> [REQUIREMENT]
Copy every line of the records below that holds the word "Circunvalación".

════

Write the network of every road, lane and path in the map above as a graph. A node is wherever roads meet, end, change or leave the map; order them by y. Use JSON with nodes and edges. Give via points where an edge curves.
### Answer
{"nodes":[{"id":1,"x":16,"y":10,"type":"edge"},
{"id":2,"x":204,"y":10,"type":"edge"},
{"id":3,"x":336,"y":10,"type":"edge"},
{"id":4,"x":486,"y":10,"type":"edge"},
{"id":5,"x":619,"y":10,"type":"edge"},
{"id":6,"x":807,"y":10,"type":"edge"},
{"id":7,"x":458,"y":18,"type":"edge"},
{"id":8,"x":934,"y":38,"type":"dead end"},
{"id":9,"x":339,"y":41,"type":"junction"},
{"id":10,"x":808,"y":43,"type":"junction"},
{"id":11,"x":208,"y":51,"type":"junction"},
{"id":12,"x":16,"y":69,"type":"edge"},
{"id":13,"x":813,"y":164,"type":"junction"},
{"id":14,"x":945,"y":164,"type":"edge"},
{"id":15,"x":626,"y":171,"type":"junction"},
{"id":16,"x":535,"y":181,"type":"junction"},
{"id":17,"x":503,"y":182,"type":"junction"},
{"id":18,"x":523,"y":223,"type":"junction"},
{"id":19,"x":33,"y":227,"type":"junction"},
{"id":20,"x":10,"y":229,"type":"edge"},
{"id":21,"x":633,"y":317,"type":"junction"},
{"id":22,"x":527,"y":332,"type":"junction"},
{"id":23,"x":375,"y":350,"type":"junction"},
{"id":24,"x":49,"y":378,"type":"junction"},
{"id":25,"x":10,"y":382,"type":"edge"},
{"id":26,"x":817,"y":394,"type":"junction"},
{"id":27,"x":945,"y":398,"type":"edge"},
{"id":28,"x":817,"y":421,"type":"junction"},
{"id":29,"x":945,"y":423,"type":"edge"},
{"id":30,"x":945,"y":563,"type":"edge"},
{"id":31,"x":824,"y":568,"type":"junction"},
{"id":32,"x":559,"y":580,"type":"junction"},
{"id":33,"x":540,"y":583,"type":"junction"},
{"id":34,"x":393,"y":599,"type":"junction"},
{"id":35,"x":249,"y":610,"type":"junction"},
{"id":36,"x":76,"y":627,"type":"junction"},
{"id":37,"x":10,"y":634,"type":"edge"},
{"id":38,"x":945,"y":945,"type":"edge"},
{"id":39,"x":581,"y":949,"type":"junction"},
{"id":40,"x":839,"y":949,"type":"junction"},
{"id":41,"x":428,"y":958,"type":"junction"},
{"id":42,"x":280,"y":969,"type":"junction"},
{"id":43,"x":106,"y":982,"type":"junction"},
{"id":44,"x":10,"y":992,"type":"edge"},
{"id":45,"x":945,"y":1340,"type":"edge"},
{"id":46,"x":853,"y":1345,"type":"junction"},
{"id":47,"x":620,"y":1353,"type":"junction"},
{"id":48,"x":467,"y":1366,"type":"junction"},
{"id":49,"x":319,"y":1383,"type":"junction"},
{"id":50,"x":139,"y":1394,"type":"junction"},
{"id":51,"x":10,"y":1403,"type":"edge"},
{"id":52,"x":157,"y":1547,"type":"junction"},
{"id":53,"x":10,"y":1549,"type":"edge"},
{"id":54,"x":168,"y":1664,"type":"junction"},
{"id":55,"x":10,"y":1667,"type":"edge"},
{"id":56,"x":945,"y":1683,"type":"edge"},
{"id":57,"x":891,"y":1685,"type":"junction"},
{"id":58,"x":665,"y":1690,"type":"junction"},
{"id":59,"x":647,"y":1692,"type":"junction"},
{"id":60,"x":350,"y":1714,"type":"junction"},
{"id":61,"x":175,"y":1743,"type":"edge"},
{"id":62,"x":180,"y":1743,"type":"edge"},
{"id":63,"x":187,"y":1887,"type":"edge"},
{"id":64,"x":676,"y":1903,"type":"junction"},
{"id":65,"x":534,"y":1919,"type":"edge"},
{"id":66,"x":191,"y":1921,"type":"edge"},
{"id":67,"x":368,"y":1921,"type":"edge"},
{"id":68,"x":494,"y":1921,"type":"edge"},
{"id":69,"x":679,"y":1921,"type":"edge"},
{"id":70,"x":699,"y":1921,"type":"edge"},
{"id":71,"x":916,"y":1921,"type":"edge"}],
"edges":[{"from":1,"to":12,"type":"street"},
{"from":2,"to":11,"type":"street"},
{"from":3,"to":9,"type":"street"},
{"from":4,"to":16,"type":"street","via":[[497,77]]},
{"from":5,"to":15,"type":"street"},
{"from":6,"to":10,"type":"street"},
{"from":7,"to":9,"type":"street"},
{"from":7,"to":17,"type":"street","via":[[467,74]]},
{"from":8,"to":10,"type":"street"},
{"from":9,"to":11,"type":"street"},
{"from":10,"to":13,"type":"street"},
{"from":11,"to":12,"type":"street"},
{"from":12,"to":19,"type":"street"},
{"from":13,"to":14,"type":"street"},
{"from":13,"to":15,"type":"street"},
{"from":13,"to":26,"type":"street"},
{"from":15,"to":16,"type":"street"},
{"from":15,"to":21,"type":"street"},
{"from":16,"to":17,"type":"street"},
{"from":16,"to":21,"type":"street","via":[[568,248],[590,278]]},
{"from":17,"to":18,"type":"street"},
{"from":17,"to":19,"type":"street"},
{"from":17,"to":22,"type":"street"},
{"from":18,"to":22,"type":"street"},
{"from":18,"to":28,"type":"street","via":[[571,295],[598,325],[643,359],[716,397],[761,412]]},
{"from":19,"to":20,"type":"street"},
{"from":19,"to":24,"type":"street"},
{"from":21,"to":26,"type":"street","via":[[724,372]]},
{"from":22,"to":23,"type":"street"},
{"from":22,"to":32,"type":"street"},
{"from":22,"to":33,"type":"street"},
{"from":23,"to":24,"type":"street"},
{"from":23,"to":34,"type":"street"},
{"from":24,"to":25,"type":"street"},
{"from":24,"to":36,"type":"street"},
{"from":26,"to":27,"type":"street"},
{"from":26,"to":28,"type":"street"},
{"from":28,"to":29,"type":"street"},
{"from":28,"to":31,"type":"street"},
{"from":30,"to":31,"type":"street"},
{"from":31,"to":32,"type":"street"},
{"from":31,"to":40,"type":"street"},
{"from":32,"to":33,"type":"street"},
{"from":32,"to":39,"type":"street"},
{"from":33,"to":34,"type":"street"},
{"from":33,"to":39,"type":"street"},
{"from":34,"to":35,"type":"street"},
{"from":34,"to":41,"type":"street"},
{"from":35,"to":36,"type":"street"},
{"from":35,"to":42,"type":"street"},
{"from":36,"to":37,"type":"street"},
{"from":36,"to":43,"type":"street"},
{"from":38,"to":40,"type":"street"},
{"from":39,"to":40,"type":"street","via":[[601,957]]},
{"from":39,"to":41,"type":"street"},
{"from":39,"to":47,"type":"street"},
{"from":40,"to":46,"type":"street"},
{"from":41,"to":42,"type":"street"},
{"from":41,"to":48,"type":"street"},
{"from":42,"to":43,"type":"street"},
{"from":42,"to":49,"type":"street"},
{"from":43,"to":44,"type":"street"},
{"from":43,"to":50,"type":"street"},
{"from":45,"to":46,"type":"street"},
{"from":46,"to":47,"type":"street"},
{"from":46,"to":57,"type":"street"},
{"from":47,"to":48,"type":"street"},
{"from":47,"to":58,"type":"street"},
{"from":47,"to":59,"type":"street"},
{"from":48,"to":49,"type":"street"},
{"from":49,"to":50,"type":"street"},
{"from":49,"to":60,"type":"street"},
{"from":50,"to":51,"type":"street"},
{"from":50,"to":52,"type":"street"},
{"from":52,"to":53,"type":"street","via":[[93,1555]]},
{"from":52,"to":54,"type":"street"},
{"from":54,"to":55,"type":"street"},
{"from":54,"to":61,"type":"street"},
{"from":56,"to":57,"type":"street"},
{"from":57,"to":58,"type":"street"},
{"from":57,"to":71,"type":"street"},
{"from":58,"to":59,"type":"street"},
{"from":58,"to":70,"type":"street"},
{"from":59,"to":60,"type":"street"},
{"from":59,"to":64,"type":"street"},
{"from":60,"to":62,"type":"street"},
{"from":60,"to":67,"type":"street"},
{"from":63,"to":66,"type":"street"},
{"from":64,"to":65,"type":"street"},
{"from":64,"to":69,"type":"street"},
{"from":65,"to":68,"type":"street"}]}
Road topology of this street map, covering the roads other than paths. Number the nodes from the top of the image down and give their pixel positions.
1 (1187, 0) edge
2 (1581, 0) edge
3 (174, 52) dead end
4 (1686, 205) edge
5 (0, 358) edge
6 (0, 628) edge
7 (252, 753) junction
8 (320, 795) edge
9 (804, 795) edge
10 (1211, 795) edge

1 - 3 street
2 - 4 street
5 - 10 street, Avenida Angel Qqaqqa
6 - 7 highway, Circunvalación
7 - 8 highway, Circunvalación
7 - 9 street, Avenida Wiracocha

════

> [OUTPUT OF THE TASK]
6 - 7 highway, Circunvalación
7 - 8 highway, Circunvalación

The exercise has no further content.